1

In the example code below I create a function createBucket that reads through a vector (dfVector) and a list (dfList) comprised of two sublist dataframes, "DFOne" and "DFTwo". The function creates another list of dummy dataframes for each dfList sublist dataframe where it finds the element "Boy". This example code works as intended.

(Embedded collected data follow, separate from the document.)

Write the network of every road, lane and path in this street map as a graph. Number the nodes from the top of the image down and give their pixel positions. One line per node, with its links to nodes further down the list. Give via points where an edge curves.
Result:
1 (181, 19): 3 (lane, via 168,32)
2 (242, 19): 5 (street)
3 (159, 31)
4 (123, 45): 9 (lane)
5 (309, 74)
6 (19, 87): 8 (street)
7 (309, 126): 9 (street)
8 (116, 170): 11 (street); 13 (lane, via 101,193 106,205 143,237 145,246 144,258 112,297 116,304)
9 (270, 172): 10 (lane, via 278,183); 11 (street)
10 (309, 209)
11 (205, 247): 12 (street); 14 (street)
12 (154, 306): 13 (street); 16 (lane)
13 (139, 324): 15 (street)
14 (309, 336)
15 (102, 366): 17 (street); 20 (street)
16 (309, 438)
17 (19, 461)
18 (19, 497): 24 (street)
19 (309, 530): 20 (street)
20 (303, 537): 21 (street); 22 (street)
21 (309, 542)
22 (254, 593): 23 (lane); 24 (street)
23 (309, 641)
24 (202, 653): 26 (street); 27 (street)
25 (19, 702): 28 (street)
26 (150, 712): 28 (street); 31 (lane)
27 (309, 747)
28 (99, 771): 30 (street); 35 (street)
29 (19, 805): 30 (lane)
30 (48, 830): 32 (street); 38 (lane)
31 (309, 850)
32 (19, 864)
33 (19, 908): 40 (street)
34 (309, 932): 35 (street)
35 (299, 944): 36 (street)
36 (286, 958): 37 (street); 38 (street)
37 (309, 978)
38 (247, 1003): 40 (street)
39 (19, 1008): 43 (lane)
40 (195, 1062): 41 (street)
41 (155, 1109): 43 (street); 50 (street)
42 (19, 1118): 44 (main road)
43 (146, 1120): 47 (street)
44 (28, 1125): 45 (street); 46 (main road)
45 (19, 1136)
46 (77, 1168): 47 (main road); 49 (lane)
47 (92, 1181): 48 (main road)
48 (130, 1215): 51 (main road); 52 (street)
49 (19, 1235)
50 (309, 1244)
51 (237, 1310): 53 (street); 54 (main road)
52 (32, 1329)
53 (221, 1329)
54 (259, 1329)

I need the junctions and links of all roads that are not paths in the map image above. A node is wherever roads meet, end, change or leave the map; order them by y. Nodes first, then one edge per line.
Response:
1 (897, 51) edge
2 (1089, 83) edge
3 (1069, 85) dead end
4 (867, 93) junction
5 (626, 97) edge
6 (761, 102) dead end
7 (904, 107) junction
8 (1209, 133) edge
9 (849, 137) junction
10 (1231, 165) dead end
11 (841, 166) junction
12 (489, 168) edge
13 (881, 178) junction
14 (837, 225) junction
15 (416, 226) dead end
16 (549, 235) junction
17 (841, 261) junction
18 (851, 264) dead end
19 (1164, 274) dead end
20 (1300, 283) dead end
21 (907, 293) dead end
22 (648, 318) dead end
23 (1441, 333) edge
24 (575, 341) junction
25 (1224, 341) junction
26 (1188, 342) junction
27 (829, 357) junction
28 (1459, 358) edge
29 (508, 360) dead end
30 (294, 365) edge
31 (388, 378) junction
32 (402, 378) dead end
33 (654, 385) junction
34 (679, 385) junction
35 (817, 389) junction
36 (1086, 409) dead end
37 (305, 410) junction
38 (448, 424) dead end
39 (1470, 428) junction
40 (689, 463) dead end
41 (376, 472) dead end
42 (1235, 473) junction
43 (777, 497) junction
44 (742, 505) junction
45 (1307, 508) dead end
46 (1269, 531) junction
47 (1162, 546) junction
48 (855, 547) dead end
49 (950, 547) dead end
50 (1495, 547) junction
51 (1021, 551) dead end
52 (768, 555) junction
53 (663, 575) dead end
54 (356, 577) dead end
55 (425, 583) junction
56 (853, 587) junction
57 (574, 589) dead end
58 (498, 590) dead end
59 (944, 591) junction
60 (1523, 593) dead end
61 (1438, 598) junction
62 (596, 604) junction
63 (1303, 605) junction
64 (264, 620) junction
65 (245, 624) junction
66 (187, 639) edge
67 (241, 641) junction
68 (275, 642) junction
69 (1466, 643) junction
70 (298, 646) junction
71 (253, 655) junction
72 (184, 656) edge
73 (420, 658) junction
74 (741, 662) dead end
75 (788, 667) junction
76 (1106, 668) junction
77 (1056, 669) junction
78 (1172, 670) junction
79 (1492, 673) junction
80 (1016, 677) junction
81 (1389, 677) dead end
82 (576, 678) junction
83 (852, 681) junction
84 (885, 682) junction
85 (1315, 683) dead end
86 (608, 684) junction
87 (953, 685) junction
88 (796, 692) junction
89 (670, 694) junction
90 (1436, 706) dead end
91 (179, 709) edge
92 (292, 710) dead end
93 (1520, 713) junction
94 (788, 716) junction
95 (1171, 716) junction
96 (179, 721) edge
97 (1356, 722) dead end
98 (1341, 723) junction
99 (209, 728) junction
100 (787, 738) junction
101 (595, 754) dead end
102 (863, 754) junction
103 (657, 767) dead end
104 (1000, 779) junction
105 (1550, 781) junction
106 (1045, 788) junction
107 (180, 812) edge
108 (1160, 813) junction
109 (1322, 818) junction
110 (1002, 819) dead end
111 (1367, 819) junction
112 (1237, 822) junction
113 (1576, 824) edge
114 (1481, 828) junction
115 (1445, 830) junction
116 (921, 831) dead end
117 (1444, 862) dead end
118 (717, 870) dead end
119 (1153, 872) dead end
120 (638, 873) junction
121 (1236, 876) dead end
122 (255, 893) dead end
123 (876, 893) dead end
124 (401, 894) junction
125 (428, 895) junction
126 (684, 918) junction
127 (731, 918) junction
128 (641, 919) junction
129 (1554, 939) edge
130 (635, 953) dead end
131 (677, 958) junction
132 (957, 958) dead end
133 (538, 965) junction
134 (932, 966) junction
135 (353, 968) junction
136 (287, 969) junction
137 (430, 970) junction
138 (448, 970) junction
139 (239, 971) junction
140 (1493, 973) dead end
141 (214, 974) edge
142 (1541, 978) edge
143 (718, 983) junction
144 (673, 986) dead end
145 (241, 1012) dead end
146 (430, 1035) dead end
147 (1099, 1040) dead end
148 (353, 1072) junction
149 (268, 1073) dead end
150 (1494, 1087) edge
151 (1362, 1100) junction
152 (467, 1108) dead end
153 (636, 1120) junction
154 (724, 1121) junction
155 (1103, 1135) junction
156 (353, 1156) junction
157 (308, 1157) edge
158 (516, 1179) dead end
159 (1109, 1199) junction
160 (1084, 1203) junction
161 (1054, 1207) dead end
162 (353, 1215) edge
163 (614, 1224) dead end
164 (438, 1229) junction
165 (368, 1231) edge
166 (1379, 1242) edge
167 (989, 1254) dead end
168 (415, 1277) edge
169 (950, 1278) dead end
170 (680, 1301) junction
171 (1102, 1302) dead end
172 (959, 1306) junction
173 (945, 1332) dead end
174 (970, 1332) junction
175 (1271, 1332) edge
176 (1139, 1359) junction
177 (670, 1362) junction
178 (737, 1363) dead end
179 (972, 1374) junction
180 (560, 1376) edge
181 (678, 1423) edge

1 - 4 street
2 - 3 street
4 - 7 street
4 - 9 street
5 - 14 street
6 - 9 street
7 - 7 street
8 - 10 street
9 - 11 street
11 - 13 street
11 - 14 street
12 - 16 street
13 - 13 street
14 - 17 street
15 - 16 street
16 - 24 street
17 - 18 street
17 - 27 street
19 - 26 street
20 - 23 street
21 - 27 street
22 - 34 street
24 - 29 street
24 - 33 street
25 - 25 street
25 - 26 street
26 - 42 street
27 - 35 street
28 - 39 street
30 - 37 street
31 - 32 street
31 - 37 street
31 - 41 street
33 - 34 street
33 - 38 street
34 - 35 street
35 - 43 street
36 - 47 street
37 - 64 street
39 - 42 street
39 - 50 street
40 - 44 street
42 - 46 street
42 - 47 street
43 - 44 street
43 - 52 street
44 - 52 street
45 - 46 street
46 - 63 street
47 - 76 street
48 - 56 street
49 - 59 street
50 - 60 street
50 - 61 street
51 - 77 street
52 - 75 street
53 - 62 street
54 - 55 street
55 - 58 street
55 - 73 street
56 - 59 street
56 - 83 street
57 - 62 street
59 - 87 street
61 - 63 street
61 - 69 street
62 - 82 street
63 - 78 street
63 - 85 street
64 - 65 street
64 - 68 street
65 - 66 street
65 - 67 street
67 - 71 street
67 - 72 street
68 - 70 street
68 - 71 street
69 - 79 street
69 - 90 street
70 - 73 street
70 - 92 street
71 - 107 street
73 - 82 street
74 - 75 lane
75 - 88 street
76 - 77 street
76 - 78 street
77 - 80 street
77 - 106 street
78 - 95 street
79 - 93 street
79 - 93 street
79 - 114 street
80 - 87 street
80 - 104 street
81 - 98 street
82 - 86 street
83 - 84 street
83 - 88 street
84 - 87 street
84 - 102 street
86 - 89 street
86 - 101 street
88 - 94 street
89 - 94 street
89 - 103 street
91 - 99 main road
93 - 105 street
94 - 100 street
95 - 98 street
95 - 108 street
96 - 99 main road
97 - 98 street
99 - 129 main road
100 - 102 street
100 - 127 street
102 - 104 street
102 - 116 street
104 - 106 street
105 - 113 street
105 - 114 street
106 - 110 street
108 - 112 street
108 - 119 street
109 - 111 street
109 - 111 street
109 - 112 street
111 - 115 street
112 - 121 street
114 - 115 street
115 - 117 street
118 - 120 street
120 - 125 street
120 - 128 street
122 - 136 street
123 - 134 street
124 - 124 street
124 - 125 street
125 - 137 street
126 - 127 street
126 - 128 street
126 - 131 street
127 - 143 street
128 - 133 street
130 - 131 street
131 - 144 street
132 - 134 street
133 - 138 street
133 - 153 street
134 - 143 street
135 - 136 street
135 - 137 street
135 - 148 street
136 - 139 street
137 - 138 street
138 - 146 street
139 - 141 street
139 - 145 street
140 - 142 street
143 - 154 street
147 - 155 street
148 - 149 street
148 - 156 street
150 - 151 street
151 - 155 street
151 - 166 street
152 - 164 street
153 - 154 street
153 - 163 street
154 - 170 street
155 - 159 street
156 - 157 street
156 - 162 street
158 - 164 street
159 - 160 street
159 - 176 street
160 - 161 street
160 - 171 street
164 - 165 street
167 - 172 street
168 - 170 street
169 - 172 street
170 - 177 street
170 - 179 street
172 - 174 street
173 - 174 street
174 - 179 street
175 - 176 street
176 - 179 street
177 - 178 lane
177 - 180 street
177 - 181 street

This is a simplification of the code I am working on. In the actual code, the equivalents of dfVector and dfList are reactive, expanding and contracting depending on Shiny inputs. There are other lists that the function reads, and there are other conditionals imposed as the vectors and lists are read through by the function. There are also calculations that feed from one sublist to another, instead of filling the sublist dataframes with zeroes as this example does for the sake of simplicity.

Given how much is going on with this function, is using lapply() or another apply family function advisable? Speed is important, but the ultimate dataframe generated by this and related functions won't qualify for "big data" (120 rows by 100+ columns). How could I use lapply() in the below? I could run speed tests with the for-loop versus lapply().

Code:

dfVector <- function(){c("DF One","DF Two")}

dfList <- list(DFOne = c("Boy","Cat","Dog"),DFTwo = c("Boy","Rat","Bat"))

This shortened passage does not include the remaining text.